Brief: Only lines with the word "roads" belong in the answer; copy them from the records below.

Input:
______________________________

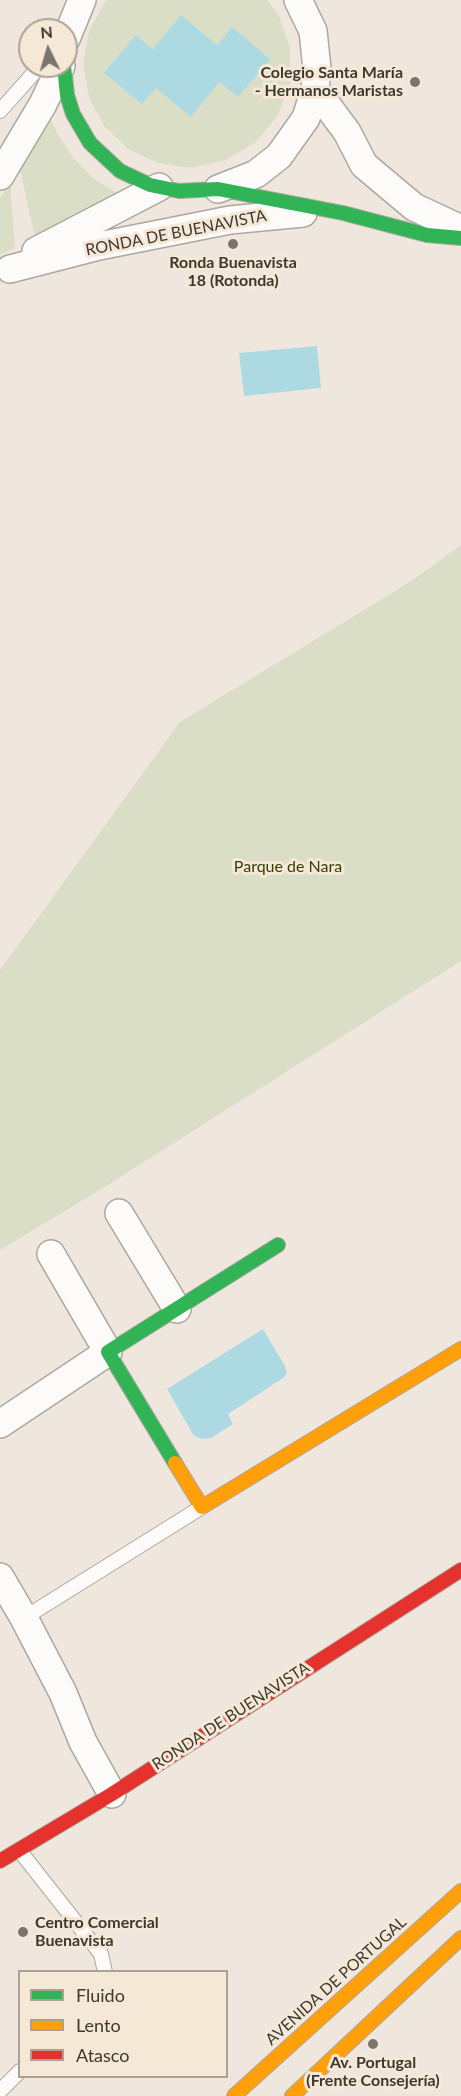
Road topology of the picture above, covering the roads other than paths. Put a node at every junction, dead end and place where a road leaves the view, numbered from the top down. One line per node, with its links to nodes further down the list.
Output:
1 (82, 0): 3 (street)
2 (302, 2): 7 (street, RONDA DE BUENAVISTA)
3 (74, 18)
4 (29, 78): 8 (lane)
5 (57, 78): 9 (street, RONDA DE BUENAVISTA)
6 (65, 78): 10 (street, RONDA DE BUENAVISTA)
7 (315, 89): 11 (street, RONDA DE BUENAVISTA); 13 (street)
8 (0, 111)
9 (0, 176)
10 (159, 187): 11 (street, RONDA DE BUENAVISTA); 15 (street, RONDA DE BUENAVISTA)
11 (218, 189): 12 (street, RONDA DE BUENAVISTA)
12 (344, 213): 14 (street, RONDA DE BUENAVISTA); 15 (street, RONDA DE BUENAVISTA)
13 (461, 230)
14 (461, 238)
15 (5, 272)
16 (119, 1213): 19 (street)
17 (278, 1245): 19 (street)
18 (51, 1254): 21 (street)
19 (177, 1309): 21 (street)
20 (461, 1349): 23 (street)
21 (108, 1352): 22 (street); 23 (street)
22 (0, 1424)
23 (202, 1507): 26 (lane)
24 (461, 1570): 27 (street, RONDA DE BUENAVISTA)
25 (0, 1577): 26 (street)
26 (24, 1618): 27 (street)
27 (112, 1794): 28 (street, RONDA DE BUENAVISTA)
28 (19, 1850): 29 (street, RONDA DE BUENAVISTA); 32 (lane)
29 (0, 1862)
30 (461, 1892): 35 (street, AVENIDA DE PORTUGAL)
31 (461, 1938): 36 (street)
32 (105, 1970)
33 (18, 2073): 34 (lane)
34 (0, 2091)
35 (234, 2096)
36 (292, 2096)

______________________________

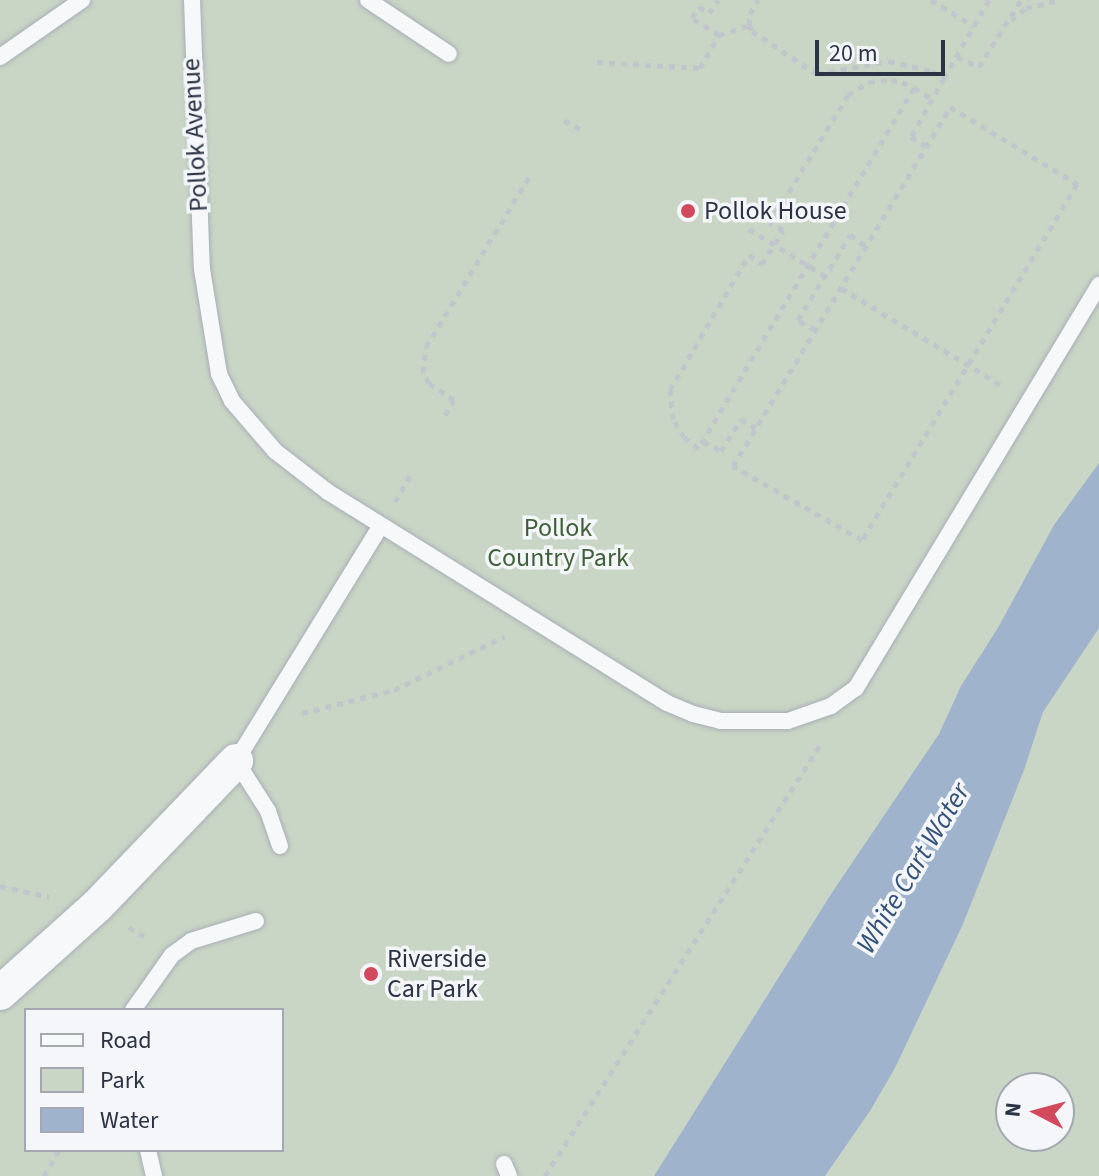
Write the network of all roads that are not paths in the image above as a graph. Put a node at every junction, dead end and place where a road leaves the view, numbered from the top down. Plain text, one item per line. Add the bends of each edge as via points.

______________________________

Written response:
Road topology of the picture above, covering the roads other than paths. Put a node at every junction, dead end and place where a road leaves the view, numbered from the top down. One line per node, with its links to nodes further down the list.
Write the network of all roads that are not paths in the image above as a graph. Put a node at every junction, dead end and place where a road leaves the view, numbered from the top down. Plain text, one item per line. Add the bends of each edge as via points.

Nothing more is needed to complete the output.